- **DIRECTIONS**:
In the entries below, every line that contains "pinky" must be located and copied.

- **DATASET EXCERPTS**:
----------

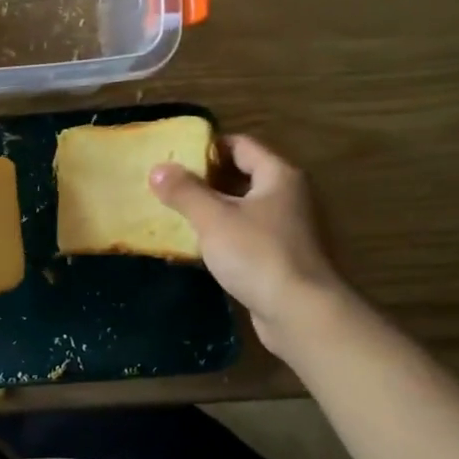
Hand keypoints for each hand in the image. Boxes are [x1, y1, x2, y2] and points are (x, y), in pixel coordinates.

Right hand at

----------

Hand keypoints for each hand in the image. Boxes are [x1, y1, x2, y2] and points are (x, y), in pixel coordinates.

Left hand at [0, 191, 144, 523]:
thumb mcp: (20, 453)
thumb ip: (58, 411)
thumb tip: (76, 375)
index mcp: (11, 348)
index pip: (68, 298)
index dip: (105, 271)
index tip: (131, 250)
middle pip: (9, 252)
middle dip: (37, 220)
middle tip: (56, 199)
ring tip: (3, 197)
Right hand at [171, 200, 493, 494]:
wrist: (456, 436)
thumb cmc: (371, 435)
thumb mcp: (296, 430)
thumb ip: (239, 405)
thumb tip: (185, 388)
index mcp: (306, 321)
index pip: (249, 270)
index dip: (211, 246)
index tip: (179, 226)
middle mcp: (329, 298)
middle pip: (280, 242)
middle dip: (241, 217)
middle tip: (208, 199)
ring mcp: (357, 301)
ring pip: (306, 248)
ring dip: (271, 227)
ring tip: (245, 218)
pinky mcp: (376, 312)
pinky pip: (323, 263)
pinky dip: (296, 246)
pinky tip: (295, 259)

----------

- **ANSWER TO THE EXERCISE**:
pinky mcp: (376, 312)
pinky pip: (323, 263)
pinky dip: (296, 246)
pinky tip: (295, 259)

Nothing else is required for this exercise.